In the material below, some lines may hold the word "points"; state how many do, giving only the number.
╭─ Task material
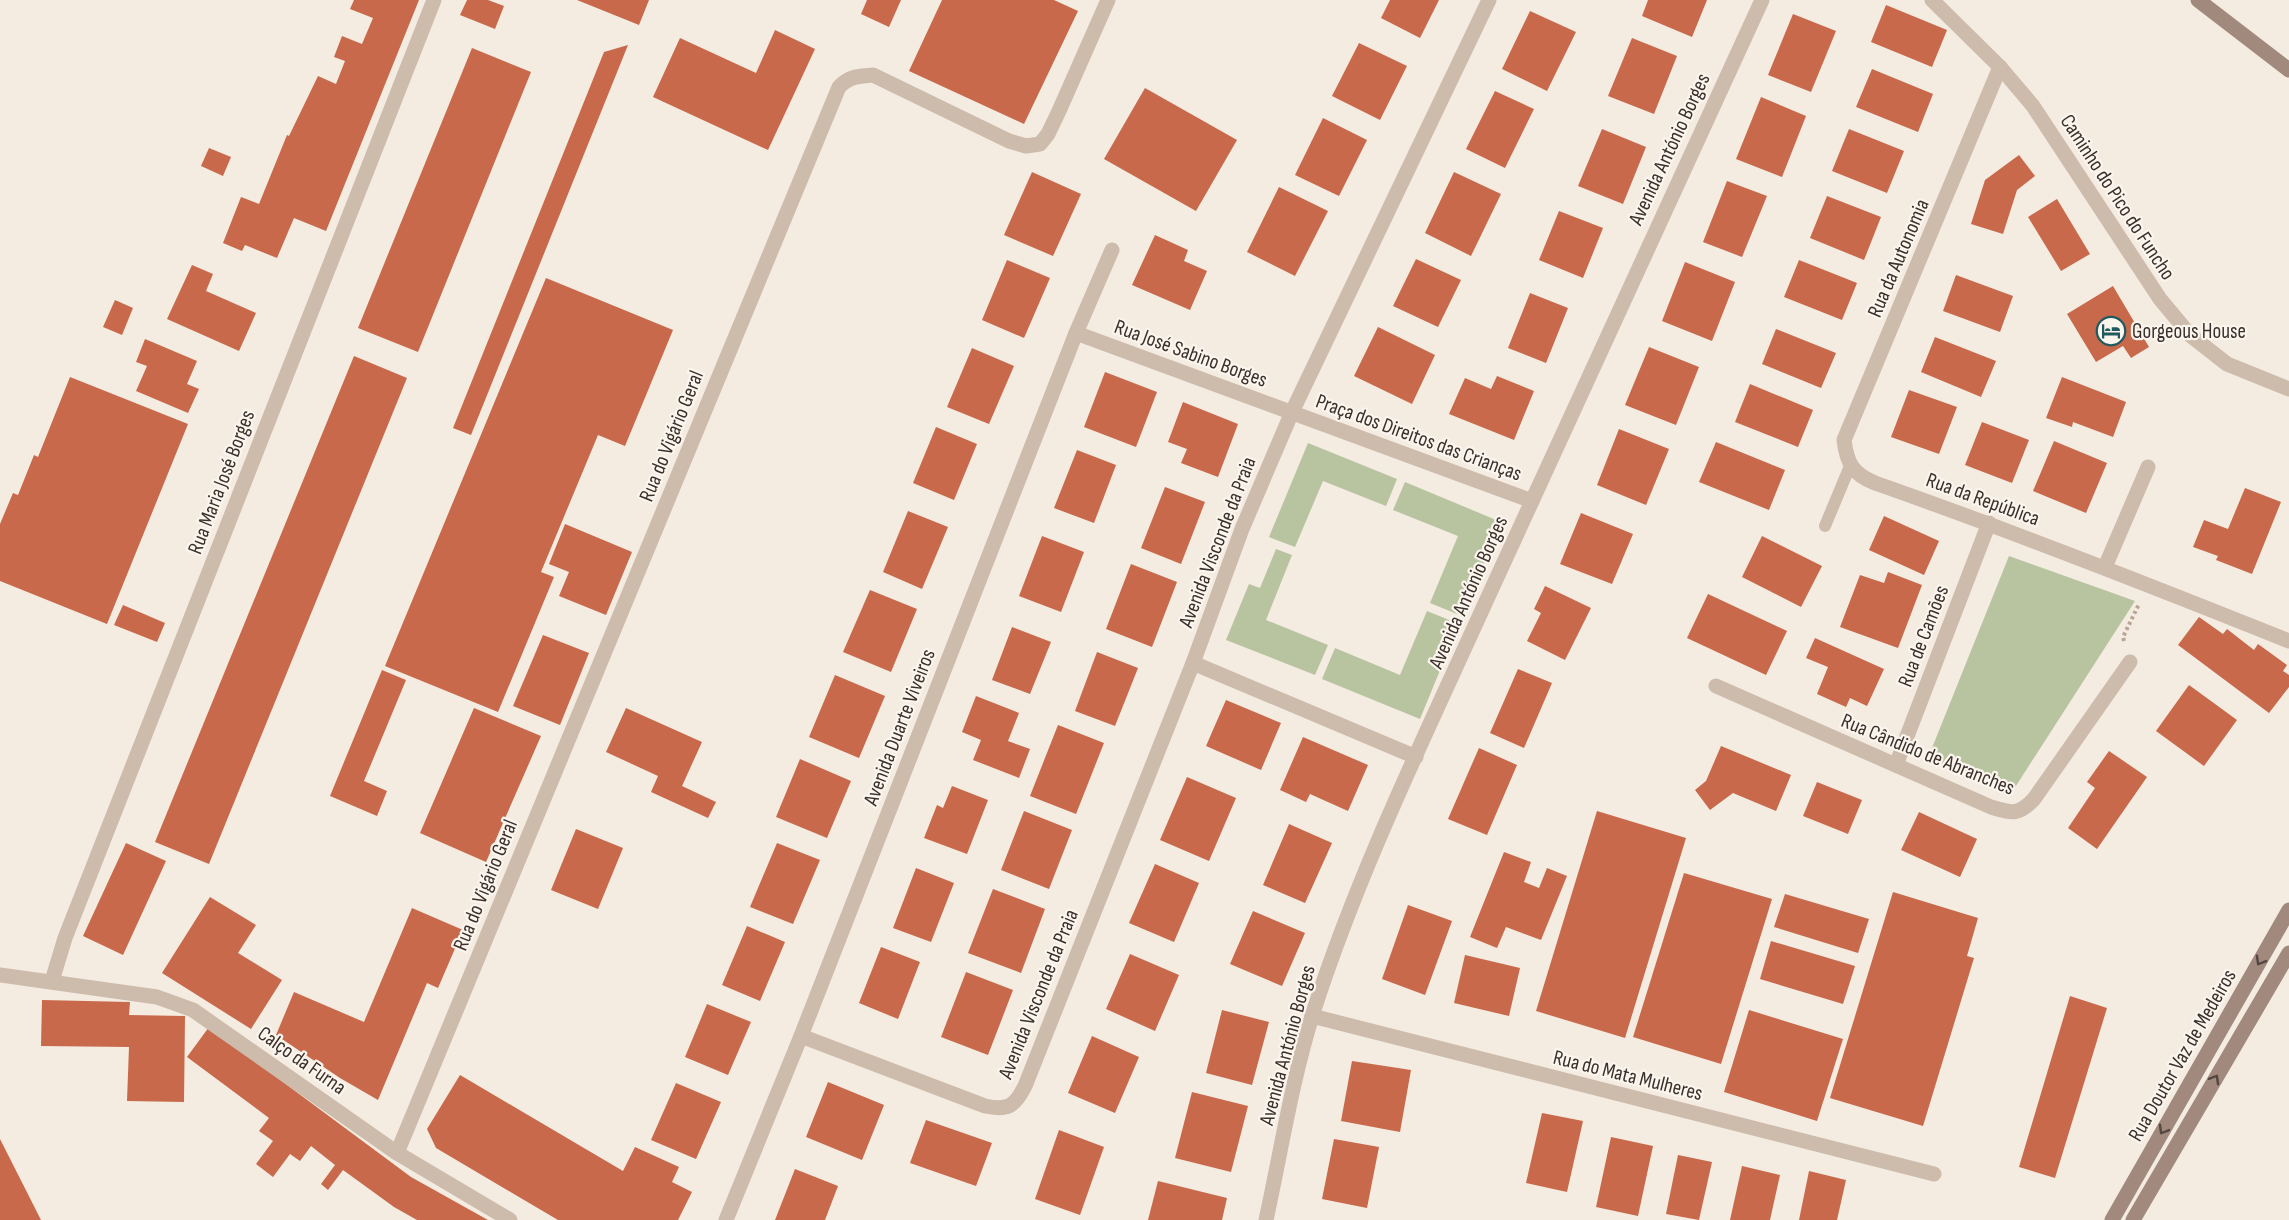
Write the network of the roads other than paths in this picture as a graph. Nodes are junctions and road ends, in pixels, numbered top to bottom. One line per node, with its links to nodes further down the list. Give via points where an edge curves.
╰─
╭─ Task material
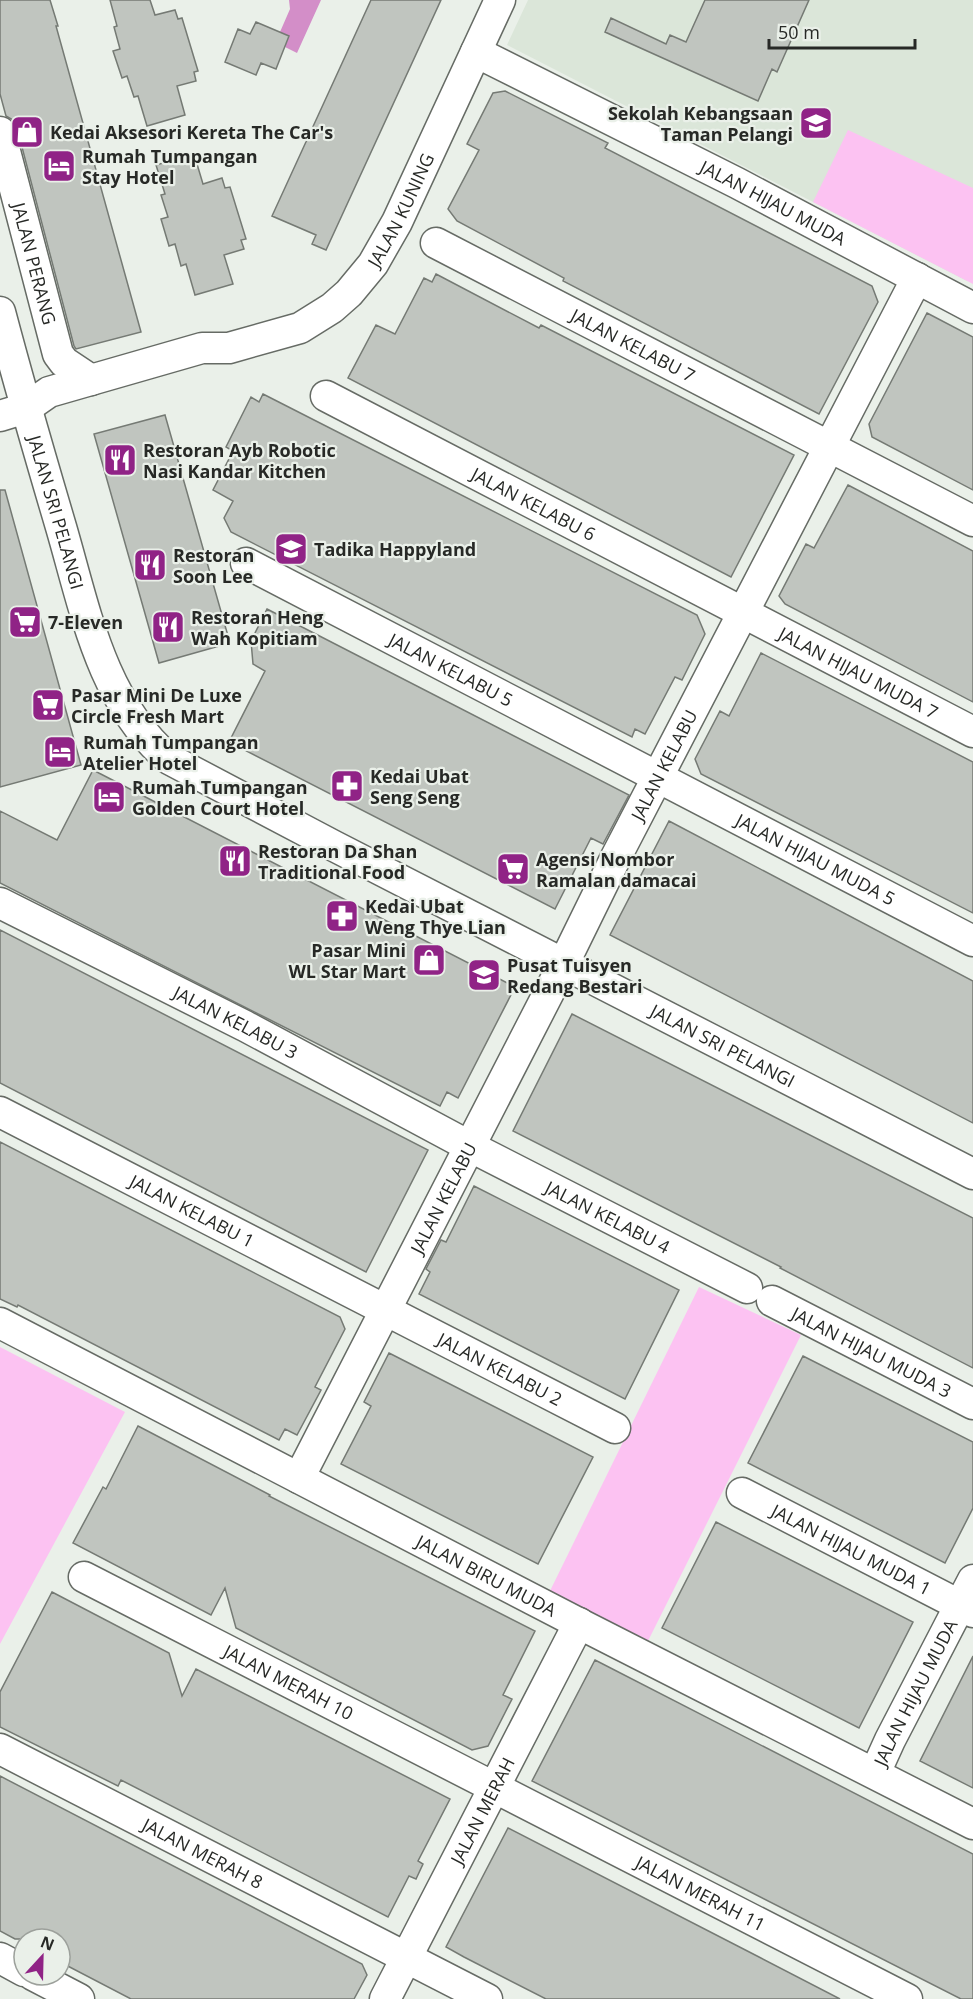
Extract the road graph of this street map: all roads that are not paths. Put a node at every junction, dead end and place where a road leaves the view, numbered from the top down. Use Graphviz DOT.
╰─
╭─ Task material
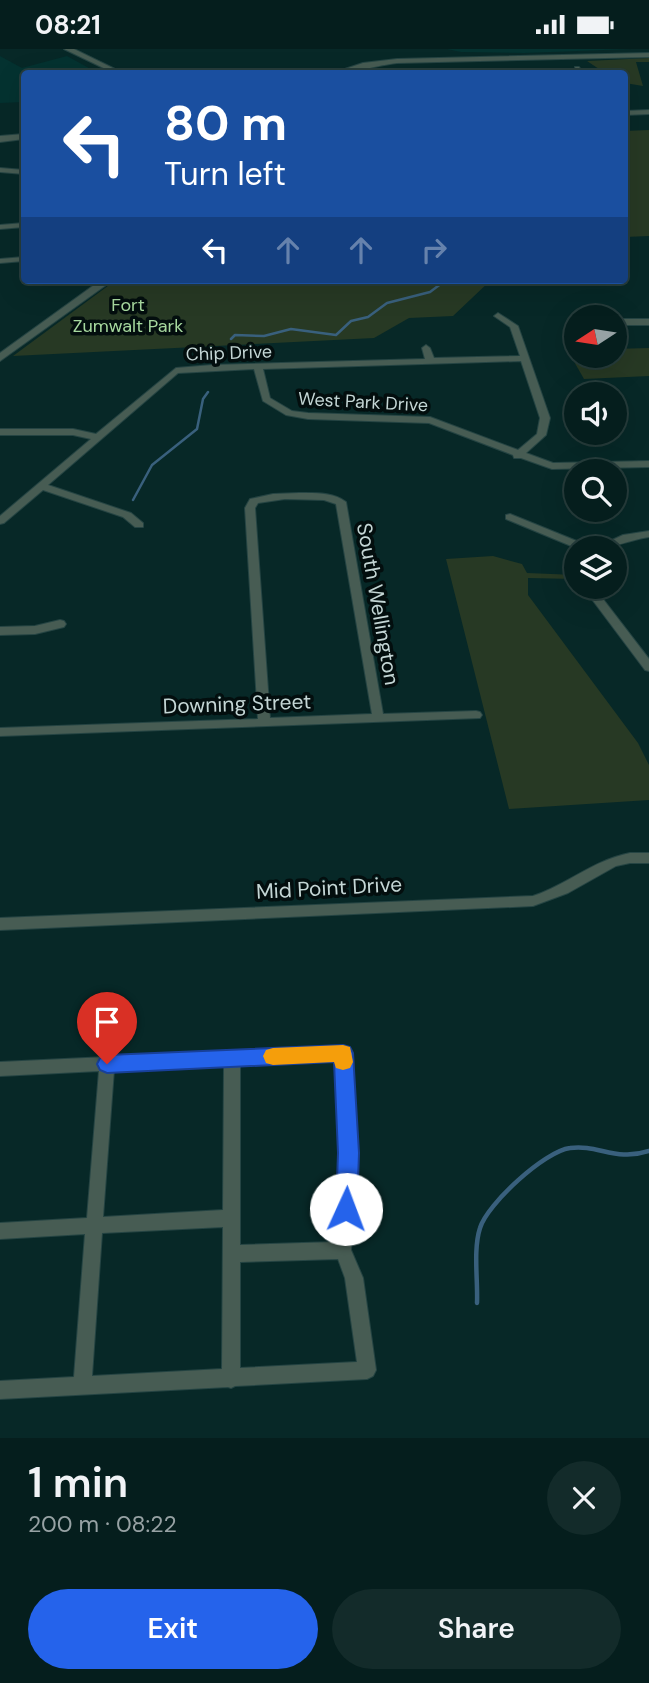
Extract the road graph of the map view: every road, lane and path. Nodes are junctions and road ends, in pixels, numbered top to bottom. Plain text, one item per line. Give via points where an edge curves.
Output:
╰─
--- Output of the task ---
2